Vera, então, completamente fora de si, começara a desabotoar a saia. Os garotos skaitistas encontravam-se em êxtase total. Os rapazes da obra, lá fora, grudaram os narizes na fachada envidraçada. Como um rastro de pólvora, a notícia da gostosona que estava tirando a roupa na entrada do banco havia chegado ao ouvido de todos. Muitos deles, inclusive, engrossavam o côro sob a pressão de se atrasarem para retornar ao serviço. A moça seguia lá dentro, em seu inconformismo insano:

- E tem mais! Vou chamar a polícia, a imprensa. Boto fogo nos jornais, vocês vão ver só!

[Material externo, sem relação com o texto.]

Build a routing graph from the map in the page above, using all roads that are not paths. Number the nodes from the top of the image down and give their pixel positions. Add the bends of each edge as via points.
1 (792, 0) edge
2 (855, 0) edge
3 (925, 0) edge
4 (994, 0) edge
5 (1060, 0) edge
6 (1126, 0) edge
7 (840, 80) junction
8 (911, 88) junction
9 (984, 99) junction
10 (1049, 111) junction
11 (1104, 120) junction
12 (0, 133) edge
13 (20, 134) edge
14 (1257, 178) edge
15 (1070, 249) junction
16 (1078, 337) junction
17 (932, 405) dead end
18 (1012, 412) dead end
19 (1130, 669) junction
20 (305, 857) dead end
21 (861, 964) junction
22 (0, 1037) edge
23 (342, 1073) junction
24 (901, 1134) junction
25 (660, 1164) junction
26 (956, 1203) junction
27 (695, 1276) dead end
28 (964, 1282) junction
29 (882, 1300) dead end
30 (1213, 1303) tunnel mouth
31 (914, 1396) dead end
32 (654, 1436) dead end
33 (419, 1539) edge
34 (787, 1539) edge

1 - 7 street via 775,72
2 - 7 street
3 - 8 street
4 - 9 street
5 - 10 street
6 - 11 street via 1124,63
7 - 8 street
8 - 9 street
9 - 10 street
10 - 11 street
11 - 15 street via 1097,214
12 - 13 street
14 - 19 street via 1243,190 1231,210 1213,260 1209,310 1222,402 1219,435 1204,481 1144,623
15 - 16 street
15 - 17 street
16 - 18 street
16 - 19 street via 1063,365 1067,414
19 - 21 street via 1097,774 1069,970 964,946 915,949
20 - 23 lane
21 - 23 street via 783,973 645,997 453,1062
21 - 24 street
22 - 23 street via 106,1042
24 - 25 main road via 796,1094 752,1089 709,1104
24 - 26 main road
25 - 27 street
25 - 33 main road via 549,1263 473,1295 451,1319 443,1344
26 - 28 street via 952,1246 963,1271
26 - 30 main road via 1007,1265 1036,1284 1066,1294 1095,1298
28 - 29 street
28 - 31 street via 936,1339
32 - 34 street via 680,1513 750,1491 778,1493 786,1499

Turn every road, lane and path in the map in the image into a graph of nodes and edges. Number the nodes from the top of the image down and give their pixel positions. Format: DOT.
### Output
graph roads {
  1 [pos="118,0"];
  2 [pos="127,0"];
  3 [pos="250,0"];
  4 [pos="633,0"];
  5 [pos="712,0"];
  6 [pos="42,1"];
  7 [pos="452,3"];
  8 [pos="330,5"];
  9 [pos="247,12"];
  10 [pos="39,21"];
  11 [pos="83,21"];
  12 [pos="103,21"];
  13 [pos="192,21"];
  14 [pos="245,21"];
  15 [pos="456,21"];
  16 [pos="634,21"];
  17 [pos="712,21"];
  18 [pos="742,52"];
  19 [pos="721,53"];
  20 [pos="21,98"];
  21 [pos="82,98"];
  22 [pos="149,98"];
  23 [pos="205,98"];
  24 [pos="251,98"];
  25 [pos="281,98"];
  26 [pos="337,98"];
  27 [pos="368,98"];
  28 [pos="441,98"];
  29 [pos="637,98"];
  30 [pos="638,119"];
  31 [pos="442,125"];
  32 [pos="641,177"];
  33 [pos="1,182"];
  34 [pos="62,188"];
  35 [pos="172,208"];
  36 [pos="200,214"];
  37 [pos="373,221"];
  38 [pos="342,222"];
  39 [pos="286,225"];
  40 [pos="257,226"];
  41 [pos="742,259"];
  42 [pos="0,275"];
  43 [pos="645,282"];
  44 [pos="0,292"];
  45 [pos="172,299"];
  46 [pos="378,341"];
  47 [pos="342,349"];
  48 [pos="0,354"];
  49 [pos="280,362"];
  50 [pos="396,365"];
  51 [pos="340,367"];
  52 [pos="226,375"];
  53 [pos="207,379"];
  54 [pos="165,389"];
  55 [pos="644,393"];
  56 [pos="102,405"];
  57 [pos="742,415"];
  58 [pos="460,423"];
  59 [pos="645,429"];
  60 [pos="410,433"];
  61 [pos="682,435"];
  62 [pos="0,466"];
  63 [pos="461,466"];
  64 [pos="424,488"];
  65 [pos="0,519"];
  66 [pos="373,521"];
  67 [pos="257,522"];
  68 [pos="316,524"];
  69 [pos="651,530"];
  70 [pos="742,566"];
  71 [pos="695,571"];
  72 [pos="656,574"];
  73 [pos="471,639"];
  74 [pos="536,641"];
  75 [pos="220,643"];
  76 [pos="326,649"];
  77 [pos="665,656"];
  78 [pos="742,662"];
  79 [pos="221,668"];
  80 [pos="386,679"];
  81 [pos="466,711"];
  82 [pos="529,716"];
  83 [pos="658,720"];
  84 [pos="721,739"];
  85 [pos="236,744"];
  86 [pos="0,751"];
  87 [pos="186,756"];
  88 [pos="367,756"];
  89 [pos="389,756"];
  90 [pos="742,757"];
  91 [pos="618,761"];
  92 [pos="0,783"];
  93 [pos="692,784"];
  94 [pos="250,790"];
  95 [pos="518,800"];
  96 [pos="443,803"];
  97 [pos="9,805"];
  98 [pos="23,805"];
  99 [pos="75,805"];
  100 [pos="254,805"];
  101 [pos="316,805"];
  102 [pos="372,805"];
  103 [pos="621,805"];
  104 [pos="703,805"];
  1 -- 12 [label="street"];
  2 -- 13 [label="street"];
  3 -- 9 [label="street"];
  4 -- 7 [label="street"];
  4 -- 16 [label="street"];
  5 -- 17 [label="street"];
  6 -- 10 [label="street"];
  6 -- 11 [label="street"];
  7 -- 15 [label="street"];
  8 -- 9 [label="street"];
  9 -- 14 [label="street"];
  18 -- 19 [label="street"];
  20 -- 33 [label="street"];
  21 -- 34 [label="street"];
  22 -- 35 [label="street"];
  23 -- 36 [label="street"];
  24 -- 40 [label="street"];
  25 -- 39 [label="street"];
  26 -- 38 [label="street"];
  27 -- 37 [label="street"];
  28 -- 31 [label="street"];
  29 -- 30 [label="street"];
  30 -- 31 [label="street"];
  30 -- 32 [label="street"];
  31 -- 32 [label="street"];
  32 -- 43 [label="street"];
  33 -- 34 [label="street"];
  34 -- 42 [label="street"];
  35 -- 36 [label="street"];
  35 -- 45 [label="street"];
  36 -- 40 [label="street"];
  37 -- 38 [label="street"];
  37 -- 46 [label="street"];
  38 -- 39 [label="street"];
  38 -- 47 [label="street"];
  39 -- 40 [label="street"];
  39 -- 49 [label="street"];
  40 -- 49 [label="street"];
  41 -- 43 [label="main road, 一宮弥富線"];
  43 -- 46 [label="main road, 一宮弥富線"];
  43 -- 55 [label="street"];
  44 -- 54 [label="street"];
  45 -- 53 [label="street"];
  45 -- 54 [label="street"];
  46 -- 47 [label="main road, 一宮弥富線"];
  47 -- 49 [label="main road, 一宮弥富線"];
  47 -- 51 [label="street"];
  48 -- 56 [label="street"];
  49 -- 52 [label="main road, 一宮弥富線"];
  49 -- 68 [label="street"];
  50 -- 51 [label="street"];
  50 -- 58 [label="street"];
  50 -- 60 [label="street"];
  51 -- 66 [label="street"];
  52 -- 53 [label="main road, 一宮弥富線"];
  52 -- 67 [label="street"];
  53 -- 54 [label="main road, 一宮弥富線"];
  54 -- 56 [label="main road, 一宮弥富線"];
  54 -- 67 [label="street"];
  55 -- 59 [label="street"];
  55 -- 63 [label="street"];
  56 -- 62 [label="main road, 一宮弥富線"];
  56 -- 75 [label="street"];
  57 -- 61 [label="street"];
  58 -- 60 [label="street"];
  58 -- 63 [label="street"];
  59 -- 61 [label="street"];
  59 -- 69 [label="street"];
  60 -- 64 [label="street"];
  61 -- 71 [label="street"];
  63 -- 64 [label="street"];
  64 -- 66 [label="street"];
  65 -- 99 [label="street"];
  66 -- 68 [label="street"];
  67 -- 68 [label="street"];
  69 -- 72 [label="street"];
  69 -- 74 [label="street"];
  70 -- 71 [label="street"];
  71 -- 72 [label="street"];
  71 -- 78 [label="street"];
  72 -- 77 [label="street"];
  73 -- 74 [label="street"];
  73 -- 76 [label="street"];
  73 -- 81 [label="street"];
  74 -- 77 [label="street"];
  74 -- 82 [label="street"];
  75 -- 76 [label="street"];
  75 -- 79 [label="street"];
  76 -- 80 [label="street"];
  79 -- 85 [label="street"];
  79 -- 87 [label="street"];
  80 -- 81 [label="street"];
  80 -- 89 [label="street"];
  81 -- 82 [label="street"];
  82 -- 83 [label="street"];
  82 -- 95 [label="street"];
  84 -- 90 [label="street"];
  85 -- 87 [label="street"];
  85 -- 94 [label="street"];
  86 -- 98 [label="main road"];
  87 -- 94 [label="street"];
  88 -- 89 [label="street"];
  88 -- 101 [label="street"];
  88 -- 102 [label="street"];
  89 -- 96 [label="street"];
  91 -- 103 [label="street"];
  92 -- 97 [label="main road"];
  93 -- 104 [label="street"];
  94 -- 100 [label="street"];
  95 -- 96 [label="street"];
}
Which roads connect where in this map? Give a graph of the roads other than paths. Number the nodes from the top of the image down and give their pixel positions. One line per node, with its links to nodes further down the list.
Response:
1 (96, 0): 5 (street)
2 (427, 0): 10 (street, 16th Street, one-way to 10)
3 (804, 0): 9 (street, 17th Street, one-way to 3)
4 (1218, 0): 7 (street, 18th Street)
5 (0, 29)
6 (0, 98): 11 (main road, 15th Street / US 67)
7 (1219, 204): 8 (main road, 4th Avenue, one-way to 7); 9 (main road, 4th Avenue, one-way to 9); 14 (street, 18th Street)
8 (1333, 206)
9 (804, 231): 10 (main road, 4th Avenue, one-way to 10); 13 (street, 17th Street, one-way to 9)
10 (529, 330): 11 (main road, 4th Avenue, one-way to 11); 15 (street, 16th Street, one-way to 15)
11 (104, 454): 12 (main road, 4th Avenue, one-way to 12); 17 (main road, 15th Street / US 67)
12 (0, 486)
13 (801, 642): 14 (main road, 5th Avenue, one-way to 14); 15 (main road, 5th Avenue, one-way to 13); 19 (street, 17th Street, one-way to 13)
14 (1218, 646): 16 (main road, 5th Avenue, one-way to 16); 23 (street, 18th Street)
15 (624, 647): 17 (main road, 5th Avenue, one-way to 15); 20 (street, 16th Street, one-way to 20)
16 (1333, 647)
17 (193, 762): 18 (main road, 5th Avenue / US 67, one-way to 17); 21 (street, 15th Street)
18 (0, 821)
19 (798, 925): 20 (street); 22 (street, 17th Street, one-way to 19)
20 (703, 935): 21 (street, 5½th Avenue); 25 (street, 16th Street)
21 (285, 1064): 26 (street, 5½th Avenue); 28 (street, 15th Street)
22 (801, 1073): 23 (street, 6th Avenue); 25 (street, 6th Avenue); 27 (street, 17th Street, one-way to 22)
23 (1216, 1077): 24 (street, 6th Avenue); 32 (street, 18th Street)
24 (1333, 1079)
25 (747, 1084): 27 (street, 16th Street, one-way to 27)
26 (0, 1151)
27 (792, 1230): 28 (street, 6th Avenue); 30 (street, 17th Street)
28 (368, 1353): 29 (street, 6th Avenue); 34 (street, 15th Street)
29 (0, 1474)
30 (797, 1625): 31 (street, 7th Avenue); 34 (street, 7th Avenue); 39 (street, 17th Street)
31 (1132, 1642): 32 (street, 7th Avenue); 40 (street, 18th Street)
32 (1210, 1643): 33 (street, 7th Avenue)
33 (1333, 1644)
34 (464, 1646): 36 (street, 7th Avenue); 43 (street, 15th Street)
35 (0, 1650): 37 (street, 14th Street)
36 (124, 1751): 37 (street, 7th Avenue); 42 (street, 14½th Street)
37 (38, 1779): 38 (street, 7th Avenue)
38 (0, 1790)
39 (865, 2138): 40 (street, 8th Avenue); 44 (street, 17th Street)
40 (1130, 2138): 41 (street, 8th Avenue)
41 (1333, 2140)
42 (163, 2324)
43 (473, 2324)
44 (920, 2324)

E a saia já ia pela metade quando uma funcionária do banco segurou o seu cotovelo. Estava voltando do almoço e, miúda que era conseguiu romper o furdunço e chegar até a cliente.

- SUA PRESILHA! - gritou no ouvido de Vera.

- O quê?

- Sua presilha, sua presilha de cabelo...

- O que tem minha presilha? - perguntou Vera puxando bruscamente o braço.

O côro cessou instantaneamente, com uns resquícios de "óóóóóóóóóóó" sustentado pela maioria das vozes masculinas.

- Sua presilha deve ser de metal... O sensor da porta fica na parte de cima, por isso ela está travando.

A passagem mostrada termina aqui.